- **PROBLEM DETAILS**:
Restate word for word the lines below from the one that has "Turn the roads" through the one that has "Which roads connect", keeping both and dropping all pictures.

.....

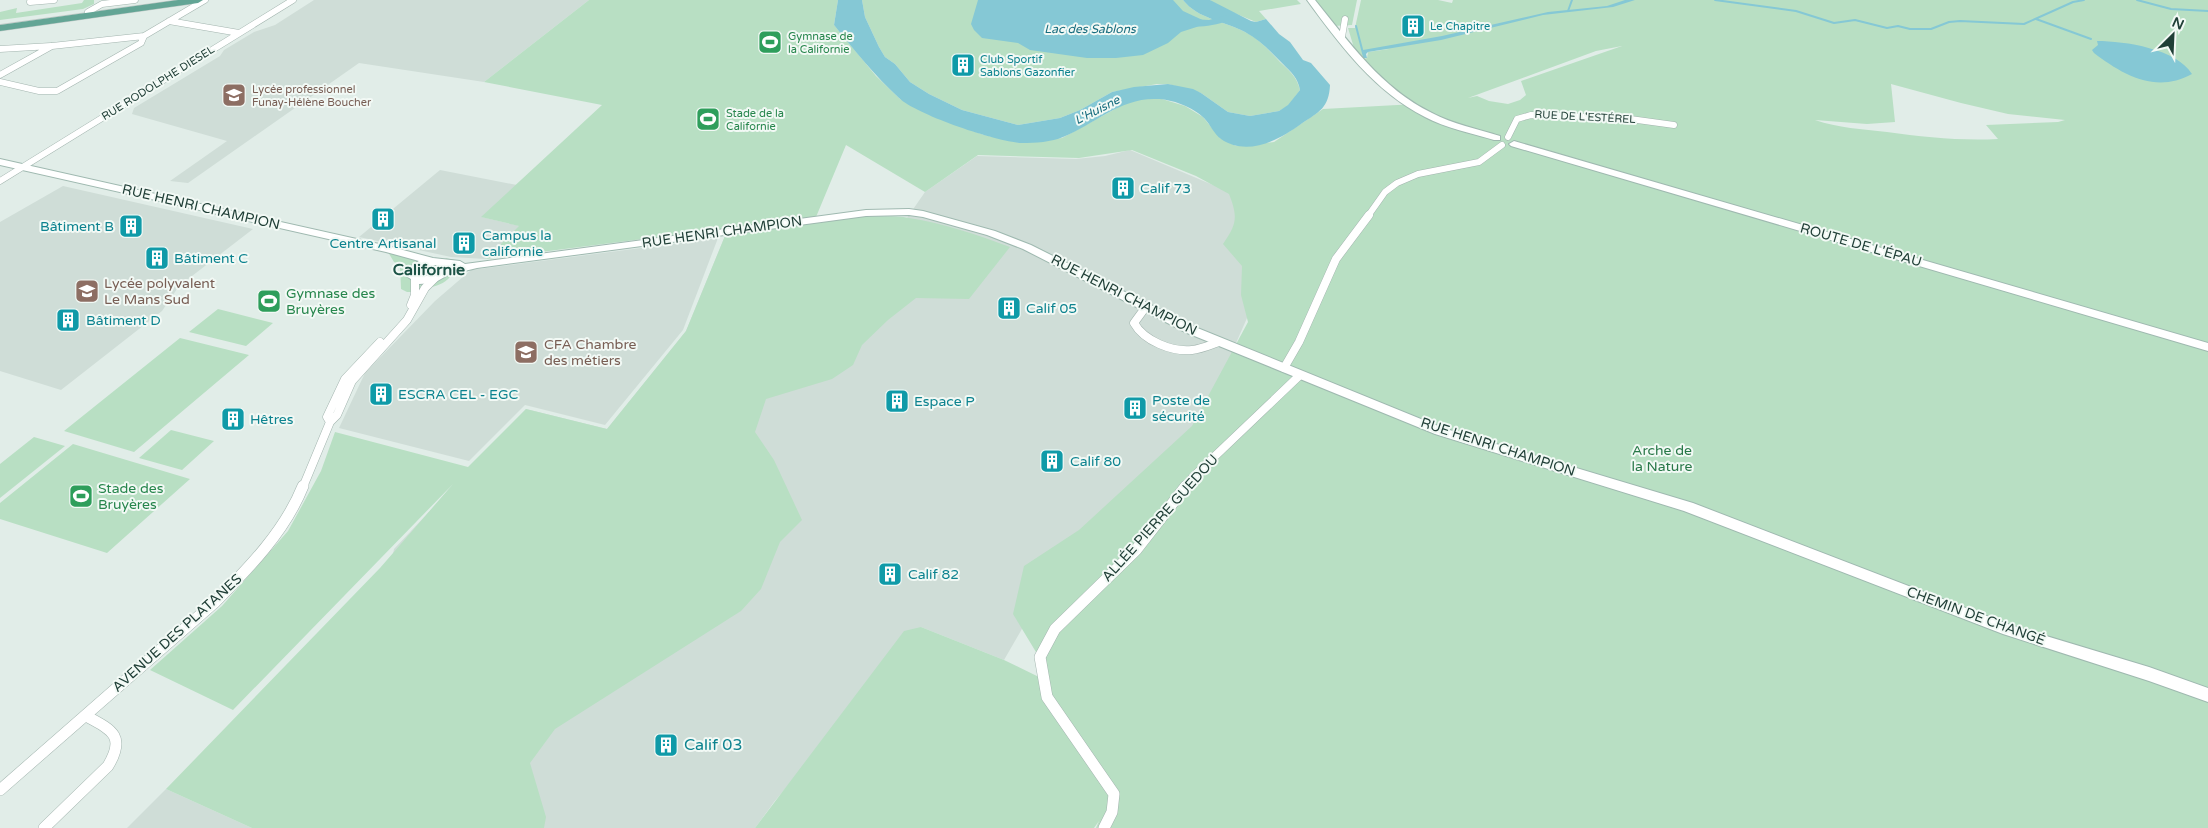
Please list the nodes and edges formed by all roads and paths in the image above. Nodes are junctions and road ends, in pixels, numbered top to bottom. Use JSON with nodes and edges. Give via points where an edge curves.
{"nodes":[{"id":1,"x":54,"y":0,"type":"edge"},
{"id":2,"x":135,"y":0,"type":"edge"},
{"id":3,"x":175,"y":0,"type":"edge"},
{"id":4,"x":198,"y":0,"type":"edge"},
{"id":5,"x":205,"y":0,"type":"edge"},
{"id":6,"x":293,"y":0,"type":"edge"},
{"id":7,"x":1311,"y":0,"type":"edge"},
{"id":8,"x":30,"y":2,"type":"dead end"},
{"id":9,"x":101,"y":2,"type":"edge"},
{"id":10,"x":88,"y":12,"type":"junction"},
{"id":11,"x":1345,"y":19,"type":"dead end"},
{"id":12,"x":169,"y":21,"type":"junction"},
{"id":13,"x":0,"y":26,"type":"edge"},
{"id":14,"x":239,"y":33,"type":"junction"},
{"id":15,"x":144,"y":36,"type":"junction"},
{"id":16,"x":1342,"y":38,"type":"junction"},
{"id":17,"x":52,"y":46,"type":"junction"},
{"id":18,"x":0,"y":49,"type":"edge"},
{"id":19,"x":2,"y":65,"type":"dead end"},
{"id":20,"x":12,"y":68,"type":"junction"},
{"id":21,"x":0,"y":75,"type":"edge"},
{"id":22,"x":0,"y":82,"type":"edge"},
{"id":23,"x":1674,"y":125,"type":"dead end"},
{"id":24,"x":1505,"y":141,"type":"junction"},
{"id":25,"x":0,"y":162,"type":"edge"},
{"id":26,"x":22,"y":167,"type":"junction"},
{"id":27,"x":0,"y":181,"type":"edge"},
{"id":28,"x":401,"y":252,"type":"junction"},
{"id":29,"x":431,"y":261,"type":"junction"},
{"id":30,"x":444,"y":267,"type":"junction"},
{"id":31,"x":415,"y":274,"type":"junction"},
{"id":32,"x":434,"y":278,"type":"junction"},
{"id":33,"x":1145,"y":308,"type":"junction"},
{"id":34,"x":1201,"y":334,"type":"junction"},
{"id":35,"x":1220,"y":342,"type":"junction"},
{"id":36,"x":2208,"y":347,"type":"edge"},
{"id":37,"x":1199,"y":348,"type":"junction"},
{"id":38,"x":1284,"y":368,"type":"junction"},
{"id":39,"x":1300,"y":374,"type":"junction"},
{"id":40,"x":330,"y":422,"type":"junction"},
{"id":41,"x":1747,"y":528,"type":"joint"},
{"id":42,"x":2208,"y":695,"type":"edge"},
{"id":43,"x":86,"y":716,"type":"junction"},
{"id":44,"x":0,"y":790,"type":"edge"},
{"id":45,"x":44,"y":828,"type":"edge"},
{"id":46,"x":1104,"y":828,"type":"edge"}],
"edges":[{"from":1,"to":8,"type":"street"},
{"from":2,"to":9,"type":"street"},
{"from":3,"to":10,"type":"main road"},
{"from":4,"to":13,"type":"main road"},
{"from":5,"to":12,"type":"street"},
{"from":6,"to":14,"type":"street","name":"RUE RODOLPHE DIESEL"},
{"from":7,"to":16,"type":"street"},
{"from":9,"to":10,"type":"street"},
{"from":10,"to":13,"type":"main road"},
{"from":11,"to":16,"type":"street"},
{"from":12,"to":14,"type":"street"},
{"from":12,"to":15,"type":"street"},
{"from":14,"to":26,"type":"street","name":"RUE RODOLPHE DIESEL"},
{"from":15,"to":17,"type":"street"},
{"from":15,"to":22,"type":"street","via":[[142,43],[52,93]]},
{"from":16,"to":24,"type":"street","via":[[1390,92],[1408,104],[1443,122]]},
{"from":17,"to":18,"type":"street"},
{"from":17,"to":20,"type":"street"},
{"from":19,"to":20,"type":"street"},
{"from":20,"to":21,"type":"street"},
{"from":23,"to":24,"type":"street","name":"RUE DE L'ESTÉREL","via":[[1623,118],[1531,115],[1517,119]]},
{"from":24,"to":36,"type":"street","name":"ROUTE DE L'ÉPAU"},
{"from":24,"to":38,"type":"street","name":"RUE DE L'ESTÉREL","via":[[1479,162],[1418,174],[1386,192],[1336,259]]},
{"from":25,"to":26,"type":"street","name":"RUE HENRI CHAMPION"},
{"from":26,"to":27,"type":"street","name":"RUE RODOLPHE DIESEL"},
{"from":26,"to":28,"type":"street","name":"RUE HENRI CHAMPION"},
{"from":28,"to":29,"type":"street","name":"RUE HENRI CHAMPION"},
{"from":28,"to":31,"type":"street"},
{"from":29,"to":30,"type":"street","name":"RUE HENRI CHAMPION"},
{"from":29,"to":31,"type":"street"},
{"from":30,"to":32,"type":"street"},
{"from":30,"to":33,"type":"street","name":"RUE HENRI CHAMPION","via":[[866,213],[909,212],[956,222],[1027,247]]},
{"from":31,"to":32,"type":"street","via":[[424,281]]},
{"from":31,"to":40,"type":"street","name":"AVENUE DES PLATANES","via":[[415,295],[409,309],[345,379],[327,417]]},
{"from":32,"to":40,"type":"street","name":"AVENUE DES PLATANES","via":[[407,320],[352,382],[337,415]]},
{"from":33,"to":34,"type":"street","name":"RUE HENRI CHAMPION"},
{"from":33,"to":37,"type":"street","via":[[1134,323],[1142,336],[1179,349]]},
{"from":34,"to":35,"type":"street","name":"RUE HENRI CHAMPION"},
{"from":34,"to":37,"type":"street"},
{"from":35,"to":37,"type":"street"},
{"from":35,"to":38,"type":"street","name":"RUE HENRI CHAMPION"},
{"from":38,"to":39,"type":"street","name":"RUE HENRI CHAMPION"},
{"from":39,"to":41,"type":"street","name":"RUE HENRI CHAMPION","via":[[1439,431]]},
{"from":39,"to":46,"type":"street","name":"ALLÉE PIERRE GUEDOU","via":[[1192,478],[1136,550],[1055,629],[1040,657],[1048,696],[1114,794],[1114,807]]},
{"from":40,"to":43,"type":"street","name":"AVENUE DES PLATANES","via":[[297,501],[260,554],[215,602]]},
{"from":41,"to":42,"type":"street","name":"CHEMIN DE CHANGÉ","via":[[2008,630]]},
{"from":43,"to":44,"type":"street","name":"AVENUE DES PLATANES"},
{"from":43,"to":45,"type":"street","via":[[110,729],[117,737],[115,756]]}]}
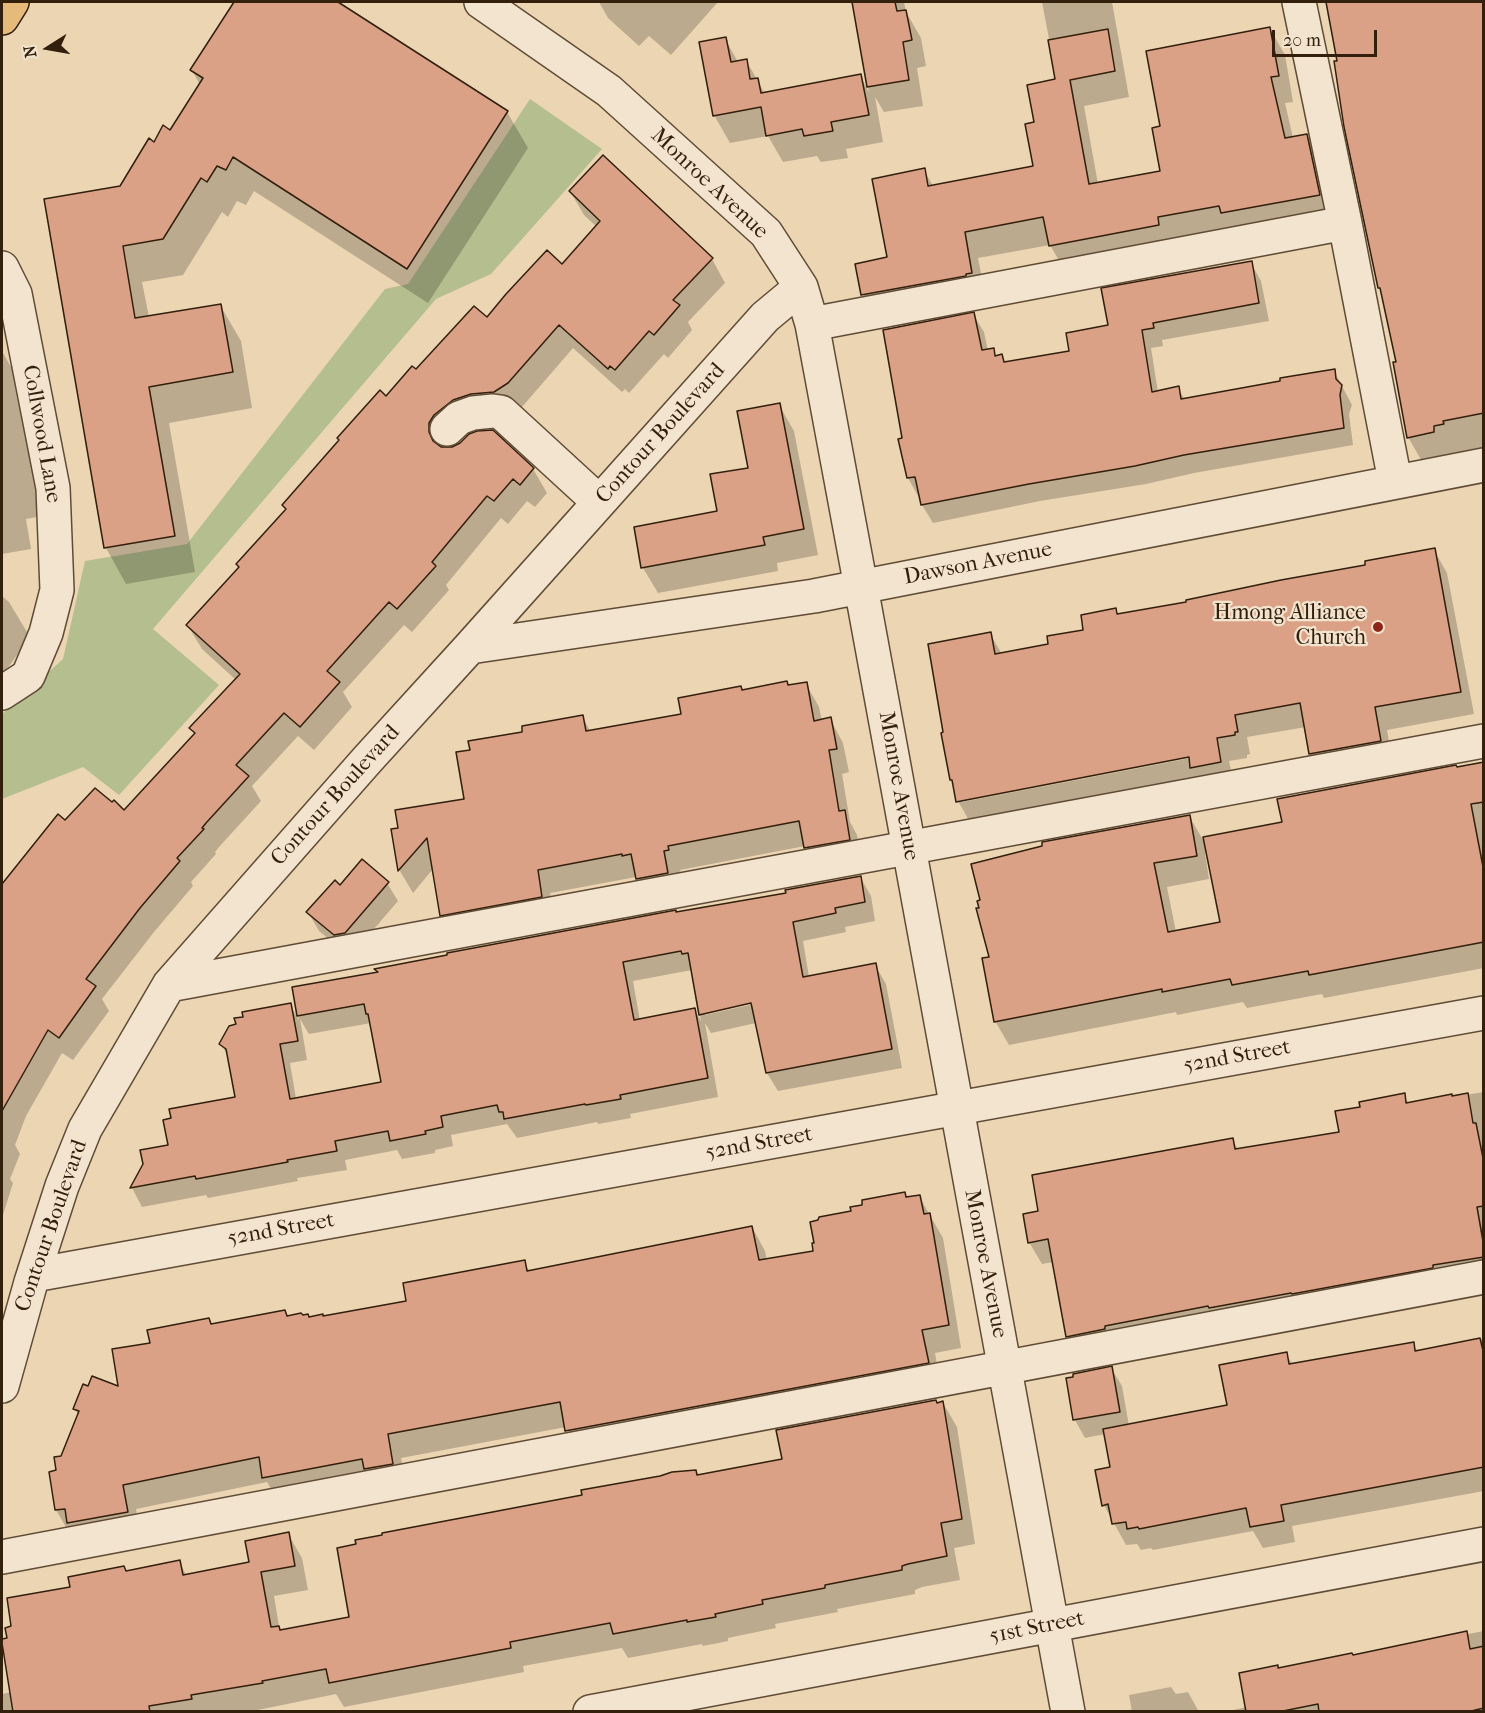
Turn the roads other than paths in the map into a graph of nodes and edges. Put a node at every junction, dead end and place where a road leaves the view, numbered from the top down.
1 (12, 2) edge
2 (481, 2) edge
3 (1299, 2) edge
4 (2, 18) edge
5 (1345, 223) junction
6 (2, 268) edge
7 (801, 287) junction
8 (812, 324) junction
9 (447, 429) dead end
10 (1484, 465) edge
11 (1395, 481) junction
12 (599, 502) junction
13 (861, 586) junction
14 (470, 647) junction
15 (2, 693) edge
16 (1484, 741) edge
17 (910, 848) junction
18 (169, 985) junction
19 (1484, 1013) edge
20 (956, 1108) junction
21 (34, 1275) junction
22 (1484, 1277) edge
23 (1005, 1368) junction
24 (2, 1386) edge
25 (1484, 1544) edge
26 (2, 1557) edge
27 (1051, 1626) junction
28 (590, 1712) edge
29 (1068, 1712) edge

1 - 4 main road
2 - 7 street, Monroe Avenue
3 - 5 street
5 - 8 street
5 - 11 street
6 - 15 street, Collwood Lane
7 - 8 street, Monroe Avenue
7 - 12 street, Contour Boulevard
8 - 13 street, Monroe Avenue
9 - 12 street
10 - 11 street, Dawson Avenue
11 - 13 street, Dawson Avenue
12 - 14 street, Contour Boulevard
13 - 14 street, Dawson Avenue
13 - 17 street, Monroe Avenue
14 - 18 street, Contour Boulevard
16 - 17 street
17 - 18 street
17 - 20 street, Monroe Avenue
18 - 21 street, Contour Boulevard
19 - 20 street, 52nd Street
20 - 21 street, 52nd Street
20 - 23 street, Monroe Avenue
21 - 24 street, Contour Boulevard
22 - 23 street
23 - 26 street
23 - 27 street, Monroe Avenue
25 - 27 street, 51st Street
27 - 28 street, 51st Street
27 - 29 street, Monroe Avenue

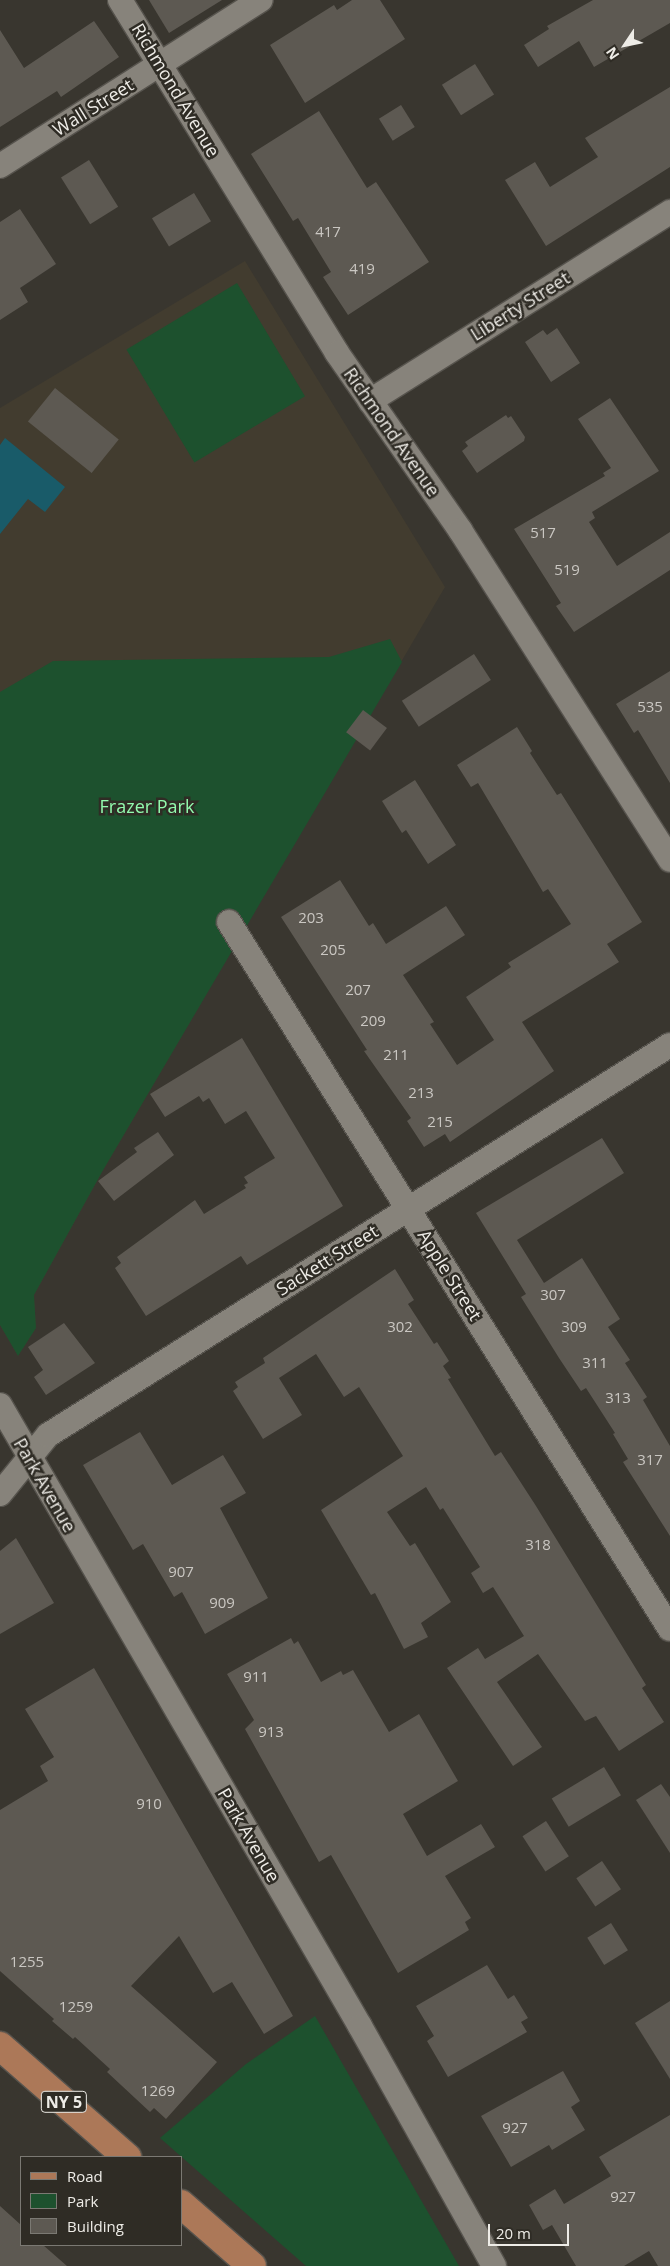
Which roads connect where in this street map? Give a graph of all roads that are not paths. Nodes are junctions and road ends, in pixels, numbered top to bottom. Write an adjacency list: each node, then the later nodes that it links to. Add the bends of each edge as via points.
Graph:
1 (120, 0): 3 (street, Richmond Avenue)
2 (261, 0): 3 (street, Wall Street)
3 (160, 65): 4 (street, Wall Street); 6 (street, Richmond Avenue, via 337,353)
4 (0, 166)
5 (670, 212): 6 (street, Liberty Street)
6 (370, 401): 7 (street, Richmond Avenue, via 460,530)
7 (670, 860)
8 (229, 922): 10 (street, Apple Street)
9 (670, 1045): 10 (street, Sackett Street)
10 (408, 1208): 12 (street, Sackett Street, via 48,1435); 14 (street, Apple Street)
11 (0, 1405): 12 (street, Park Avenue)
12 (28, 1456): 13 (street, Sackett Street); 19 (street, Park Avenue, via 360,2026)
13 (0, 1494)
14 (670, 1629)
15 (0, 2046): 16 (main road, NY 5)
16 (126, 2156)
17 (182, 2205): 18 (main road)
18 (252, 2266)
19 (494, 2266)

.....

- **EXERCISE RESULT**:
Turn the roads other than paths in the map into a graph of nodes and edges. Put a node at every junction, dead end and place where a road leaves the view, numbered from the top down.
1 (12, 2) edge
2 (481, 2) edge
3 (1299, 2) edge
4 (2, 18) edge
5 (1345, 223) junction
6 (2, 268) edge
7 (801, 287) junction
8 (812, 324) junction
9 (447, 429) dead end
10 (1484, 465) edge
11 (1395, 481) junction
12 (599, 502) junction
13 (861, 586) junction
14 (470, 647) junction
15 (2, 693) edge
16 (1484, 741) edge
17 (910, 848) junction
18 (169, 985) junction
19 (1484, 1013) edge
20 (956, 1108) junction
21 (34, 1275) junction
22 (1484, 1277) edge
23 (1005, 1368) junction
24 (2, 1386) edge
25 (1484, 1544) edge
26 (2, 1557) edge
27 (1051, 1626) junction
28 (590, 1712) edge
29 (1068, 1712) edge

1 - 4 main road
2 - 7 street, Monroe Avenue
3 - 5 street
5 - 8 street
5 - 11 street
6 - 15 street, Collwood Lane
7 - 8 street, Monroe Avenue
7 - 12 street, Contour Boulevard
8 - 13 street, Monroe Avenue
9 - 12 street
10 - 11 street, Dawson Avenue
11 - 13 street, Dawson Avenue
12 - 14 street, Contour Boulevard
13 - 14 street, Dawson Avenue
13 - 17 street, Monroe Avenue
14 - 18 street, Contour Boulevard
16 - 17 street
17 - 18 street
17 - 20 street, Monroe Avenue
18 - 21 street, Contour Boulevard
19 - 20 street, 52nd Street
20 - 21 street, 52nd Street
20 - 23 street, Monroe Avenue
21 - 24 street, Contour Boulevard
22 - 23 street
23 - 26 street
23 - 27 street, Monroe Avenue
25 - 27 street, 51st Street
27 - 28 street, 51st Street
27 - 29 street, Monroe Avenue

Which roads connect where in this street map? Give a graph of all roads that are not paths. Nodes are junctions and road ends, in pixels, numbered top to bottom. Write an adjacency list: each node, then the later nodes that it links to. Add the bends of each edge as via points.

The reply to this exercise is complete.